* _REQUIRED WORK_
Exact reproduction is needed for the lines from the one with "index tip: (120, 101)" to the end of the listing below, and for no other lines.

BEGIN RECORDS FOR THE TASK

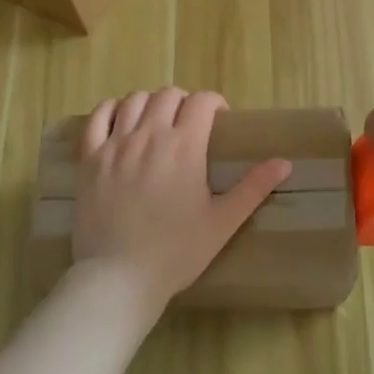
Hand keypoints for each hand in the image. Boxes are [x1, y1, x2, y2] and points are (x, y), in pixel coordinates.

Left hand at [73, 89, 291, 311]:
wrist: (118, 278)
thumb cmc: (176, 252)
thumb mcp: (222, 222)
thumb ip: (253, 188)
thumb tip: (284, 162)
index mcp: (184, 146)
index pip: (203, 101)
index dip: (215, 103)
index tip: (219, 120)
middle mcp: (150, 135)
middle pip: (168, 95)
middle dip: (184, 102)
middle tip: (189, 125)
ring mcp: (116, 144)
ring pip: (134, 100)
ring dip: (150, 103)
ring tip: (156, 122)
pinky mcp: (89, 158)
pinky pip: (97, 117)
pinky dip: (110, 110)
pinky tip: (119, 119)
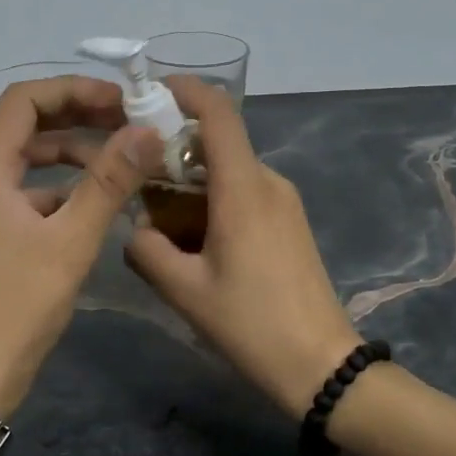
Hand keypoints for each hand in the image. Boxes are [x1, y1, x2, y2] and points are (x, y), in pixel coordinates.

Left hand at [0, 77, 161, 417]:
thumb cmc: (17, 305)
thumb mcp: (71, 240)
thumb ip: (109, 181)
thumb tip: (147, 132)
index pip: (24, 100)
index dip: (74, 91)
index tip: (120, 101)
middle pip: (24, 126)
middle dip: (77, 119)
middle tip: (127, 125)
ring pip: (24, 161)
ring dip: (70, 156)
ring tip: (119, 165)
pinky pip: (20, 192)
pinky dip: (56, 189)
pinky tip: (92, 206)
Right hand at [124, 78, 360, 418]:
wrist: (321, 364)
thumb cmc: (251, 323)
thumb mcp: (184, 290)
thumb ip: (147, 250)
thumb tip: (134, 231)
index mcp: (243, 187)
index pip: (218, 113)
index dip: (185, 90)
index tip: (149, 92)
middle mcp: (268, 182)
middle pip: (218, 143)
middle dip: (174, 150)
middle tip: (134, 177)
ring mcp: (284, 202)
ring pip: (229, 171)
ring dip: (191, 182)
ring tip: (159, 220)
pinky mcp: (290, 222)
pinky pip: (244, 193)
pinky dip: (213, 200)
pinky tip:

END RECORDS FOR THE TASK

* _ANSWER AREA_
index tip: (120, 101)
middle pip: (24, 126)
middle dip: (77, 119)
middle tip: (127, 125)
ring pip: (24, 161)
ring dip: (70, 156)
ring tip: (119, 165)
pinky pip: (20, 192)
pinky dip: (56, 189)
pinky tip: (92, 206)
Right hand at [124, 78, 360, 418]:
wrist: (321, 364)
thumb cmc: (251, 323)
thumb mcp: (184, 290)
thumb ip: (147, 250)
thumb tip: (134, 231)
index mcp: (243, 187)
index pip: (218, 113)
index dip: (185, 90)
index tip: (149, 92)
middle mcp: (268, 182)
middle pip: (218, 143)
middle dip: (174, 150)
middle tip: (134, 177)
ring mcp: (284, 202)
ring pip: (229, 171)
ring dip: (191, 182)
ring tip: (159, 220)
pinky mcp: (290, 222)
pinky pip: (244, 193)
pinky dip: (213, 200)
pinky tip:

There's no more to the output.